___ Entries provided ___
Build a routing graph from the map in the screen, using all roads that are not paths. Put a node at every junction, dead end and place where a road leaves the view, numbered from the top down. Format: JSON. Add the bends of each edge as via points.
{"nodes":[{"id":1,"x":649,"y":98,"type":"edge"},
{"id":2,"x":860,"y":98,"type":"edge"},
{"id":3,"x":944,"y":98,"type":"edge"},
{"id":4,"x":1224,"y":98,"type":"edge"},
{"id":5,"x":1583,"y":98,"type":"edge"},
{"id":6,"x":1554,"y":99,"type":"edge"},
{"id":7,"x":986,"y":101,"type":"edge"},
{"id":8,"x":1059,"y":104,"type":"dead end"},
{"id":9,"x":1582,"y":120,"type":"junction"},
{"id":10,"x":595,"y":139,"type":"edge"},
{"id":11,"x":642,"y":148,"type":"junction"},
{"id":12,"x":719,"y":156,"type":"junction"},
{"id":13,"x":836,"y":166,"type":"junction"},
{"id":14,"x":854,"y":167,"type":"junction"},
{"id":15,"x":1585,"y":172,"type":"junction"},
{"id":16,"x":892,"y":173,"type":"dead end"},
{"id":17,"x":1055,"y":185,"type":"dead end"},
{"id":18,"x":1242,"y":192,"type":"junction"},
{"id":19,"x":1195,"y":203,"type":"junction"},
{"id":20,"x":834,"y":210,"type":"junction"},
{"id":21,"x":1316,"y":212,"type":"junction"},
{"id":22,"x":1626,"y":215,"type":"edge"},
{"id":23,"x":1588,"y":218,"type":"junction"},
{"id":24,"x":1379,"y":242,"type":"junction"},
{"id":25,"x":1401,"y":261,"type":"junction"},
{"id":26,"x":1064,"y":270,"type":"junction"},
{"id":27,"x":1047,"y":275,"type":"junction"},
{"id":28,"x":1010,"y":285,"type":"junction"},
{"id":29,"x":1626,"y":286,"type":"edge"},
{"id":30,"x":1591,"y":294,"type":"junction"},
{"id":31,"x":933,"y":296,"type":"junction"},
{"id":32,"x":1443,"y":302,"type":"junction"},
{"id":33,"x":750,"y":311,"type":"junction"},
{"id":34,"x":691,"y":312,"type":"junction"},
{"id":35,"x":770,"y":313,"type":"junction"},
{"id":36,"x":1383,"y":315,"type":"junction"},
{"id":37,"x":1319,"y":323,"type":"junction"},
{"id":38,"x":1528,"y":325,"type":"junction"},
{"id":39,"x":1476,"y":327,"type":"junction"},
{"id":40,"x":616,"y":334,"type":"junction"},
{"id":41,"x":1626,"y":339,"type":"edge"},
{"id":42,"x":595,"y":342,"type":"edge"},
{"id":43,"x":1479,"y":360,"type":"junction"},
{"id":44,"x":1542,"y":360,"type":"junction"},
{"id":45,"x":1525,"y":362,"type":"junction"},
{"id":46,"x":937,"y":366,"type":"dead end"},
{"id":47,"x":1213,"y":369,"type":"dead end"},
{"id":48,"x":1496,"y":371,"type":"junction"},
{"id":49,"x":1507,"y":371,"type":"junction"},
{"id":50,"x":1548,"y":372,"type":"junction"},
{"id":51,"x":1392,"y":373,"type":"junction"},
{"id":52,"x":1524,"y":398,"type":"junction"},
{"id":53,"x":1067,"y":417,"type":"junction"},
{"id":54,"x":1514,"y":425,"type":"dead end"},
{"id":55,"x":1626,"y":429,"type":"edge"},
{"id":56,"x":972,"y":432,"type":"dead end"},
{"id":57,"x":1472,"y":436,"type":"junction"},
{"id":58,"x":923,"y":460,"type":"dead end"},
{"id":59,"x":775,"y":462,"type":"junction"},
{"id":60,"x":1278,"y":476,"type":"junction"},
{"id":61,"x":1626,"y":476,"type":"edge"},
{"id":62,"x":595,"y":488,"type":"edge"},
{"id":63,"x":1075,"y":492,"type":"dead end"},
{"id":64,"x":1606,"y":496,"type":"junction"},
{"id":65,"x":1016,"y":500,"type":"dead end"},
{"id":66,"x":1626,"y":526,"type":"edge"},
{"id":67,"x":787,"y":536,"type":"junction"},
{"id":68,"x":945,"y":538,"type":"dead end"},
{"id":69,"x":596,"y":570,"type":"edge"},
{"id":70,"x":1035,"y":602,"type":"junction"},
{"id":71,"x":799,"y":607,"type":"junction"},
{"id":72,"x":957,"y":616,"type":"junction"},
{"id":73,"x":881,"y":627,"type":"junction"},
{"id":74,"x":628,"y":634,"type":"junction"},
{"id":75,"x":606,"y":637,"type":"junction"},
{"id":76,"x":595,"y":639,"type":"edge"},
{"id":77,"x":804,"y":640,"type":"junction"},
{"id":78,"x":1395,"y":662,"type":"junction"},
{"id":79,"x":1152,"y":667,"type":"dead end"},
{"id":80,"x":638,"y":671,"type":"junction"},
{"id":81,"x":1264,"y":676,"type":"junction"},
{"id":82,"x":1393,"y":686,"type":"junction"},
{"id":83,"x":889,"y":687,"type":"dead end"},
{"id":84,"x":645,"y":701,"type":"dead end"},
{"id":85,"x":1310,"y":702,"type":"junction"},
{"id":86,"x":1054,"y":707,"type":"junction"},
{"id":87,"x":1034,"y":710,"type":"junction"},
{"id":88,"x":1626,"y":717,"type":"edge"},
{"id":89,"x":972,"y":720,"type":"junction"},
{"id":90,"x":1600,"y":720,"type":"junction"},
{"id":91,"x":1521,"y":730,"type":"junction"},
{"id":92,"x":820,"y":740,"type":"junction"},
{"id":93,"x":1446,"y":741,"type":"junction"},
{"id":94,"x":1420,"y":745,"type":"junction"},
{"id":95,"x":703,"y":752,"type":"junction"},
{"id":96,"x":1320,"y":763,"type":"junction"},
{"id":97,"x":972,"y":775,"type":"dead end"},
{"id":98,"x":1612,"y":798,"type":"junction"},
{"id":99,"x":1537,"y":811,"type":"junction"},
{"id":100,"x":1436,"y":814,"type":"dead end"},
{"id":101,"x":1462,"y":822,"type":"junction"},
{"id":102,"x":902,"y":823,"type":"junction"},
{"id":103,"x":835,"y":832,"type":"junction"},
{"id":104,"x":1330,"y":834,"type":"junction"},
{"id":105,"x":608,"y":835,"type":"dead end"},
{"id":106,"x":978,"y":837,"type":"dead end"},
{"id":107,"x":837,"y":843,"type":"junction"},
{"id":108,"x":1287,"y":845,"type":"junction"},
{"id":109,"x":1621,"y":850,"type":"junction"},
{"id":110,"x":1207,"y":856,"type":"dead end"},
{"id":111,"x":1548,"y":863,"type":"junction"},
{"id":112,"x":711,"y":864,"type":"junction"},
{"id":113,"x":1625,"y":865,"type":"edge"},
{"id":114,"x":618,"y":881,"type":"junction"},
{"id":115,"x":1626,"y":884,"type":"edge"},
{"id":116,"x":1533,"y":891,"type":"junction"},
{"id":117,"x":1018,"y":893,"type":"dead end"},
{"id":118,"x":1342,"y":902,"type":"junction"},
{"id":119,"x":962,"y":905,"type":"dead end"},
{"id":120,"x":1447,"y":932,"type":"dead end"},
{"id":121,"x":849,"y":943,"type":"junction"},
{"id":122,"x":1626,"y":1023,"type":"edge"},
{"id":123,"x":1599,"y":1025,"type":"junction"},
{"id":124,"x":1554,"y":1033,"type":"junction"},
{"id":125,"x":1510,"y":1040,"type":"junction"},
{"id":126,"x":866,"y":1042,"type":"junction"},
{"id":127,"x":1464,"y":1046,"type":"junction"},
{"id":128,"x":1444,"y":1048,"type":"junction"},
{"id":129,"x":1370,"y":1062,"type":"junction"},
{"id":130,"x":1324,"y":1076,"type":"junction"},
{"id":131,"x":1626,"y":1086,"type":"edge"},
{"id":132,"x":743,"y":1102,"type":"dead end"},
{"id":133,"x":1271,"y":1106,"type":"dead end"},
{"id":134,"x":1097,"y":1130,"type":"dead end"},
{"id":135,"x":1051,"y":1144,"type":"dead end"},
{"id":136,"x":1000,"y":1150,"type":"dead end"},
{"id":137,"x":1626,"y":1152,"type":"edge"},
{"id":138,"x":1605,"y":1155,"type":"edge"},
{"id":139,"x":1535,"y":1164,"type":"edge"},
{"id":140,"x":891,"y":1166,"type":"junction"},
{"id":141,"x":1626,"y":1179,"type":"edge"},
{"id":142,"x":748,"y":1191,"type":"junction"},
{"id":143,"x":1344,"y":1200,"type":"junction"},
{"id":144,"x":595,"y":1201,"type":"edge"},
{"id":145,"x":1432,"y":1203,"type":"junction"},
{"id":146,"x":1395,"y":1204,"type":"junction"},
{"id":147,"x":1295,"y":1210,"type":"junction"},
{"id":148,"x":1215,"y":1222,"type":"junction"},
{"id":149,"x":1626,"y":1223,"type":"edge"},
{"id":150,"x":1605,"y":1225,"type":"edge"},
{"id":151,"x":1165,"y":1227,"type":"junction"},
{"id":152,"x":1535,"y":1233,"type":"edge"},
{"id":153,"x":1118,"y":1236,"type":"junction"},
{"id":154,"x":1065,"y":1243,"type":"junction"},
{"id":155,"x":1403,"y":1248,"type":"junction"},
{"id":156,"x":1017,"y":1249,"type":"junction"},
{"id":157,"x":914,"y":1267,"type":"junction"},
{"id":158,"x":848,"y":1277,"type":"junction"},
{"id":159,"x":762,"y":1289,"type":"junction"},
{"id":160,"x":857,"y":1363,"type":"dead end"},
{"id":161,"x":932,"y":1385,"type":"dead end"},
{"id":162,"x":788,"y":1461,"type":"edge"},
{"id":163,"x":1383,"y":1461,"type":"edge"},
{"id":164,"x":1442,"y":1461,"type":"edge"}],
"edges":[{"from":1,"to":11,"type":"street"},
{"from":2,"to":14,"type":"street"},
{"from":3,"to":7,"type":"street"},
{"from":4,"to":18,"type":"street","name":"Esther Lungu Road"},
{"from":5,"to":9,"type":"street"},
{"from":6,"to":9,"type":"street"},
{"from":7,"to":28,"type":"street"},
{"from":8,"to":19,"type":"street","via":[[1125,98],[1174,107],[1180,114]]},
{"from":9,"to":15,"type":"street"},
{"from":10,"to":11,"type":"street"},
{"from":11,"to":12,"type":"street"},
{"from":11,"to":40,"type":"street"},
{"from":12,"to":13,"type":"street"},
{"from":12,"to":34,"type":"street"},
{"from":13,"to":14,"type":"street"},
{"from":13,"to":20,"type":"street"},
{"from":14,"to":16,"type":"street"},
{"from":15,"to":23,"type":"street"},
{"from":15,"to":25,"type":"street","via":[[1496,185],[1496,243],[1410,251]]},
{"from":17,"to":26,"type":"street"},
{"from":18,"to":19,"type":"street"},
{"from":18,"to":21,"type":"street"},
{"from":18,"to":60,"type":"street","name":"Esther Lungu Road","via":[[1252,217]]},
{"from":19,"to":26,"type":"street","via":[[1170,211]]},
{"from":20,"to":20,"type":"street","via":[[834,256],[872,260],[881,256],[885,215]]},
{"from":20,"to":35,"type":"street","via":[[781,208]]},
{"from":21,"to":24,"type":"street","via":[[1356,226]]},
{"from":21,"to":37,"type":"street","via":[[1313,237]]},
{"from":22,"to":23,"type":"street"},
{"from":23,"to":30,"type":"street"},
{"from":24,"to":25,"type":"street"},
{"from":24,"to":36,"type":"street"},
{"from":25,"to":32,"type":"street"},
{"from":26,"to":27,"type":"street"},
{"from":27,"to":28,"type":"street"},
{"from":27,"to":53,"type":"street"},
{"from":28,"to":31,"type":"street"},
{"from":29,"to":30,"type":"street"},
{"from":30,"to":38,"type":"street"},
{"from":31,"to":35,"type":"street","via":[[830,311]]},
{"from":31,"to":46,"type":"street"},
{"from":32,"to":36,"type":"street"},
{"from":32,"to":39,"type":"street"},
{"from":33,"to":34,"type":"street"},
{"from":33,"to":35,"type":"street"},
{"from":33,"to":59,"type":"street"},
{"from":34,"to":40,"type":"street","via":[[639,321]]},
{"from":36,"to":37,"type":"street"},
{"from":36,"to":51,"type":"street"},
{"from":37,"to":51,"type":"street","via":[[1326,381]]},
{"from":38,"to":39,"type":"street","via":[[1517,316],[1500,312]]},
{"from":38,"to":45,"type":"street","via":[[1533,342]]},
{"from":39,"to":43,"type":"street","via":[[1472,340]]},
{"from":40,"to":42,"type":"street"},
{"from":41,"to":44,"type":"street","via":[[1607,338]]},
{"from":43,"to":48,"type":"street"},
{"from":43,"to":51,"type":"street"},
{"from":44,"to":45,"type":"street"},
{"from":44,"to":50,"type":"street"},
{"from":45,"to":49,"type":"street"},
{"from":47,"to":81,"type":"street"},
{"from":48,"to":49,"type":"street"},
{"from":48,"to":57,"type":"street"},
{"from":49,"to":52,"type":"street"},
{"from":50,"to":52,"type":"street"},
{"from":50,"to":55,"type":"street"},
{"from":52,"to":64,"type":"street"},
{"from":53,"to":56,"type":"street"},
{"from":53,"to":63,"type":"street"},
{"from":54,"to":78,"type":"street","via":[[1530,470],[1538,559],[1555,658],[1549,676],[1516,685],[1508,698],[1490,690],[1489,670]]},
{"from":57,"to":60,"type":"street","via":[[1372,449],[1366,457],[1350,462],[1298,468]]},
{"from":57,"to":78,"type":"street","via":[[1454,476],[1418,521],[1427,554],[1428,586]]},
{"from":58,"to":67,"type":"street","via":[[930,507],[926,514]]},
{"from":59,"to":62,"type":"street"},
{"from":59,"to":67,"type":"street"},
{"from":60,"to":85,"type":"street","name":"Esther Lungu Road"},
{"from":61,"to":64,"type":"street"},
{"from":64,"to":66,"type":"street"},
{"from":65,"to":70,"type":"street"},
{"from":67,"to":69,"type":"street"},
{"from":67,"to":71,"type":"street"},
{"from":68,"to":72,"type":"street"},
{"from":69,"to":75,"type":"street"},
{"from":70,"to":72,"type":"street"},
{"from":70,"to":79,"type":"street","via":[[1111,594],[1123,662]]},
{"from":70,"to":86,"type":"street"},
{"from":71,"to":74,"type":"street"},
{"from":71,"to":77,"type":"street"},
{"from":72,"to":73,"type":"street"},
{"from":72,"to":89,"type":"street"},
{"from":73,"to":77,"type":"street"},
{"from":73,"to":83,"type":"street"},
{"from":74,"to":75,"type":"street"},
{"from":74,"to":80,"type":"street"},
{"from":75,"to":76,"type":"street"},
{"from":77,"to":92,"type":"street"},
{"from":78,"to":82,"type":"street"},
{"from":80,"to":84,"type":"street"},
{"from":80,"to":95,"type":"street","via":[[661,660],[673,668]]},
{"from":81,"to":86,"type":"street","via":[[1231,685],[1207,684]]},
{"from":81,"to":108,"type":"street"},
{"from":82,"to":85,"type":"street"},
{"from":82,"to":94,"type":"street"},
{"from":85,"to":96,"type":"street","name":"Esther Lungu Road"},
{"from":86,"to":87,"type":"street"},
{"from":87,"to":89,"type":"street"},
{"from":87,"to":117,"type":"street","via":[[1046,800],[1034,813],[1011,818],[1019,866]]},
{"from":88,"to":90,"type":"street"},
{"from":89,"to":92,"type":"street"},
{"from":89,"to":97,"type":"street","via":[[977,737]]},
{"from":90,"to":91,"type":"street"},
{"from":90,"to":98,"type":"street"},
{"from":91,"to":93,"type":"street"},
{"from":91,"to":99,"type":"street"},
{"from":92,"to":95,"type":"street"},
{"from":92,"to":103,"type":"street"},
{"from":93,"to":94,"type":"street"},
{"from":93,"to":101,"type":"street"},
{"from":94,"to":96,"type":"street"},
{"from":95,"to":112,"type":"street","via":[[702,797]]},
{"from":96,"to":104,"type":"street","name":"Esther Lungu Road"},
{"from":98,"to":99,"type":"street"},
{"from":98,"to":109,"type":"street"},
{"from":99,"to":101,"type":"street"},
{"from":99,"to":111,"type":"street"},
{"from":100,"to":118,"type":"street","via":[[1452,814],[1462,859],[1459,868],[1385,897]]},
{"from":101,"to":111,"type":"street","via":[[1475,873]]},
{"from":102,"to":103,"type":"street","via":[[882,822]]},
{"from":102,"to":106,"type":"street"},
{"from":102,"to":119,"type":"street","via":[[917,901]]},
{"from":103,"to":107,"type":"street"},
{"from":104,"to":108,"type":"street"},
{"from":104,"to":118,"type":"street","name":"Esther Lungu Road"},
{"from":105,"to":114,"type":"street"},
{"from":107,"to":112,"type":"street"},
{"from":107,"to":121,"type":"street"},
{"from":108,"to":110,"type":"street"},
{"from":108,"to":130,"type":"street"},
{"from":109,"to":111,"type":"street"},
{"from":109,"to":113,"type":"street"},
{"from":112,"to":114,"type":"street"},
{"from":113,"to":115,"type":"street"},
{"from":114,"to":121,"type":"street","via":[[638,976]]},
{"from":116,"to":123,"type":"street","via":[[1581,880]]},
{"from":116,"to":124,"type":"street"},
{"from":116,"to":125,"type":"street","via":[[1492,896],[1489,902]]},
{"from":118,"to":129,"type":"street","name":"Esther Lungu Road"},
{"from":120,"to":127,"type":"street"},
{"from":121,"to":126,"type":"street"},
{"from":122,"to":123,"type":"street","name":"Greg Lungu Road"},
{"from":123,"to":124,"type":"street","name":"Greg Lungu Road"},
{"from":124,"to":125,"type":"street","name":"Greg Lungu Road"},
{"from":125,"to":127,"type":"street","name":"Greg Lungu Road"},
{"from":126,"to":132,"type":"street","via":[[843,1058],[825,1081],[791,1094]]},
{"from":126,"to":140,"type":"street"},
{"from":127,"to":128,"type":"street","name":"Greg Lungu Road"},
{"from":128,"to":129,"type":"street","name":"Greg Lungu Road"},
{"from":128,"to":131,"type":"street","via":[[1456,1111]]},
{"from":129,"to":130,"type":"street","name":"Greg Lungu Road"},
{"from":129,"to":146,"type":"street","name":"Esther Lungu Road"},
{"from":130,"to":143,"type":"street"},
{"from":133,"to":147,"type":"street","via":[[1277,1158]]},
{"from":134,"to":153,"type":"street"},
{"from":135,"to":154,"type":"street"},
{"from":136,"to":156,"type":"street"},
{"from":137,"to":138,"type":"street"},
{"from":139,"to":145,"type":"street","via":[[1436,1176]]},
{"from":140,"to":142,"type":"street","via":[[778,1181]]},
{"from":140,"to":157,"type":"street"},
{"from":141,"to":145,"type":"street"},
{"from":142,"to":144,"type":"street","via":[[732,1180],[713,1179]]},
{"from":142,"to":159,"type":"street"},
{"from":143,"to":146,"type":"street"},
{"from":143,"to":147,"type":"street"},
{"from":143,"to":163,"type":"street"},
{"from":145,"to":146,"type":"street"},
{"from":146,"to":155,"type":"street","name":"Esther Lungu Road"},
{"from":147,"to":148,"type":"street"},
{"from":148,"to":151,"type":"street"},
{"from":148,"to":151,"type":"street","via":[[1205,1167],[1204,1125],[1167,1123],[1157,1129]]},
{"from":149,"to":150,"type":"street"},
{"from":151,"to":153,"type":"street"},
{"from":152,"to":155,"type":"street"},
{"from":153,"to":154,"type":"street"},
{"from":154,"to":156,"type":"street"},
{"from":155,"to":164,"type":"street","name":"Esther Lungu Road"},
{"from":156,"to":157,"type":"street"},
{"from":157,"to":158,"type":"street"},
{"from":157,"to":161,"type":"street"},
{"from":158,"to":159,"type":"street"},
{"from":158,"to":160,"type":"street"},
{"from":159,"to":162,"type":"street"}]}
___
(Exercise directions)
Only the lines that contain the string "Esther" are to be copied from the records.

(Exercise output)
{"from":4,"to":18,"type":"street","name":"Esther Lungu Road"},
{"from":18,"to":60,"type":"street","name":"Esther Lungu Road","via":[[1252,217]]},
{"from":60,"to":85,"type":"street","name":"Esther Lungu Road"},
{"from":85,"to":96,"type":"street","name":"Esther Lungu Road"},
{"from":96,"to":104,"type":"street","name":"Esther Lungu Road"},
{"from":104,"to":118,"type":"street","name":"Esther Lungu Road"},
{"from":118,"to":129,"type":"street","name":"Esther Lungu Road"},
{"from":129,"to":146,"type":"street","name":"Esther Lungu Road"},
{"from":146,"to":155,"type":"street","name":"Esther Lungu Road"},
{"from":155,"to":164,"type":"street","name":"Esther Lungu Road"},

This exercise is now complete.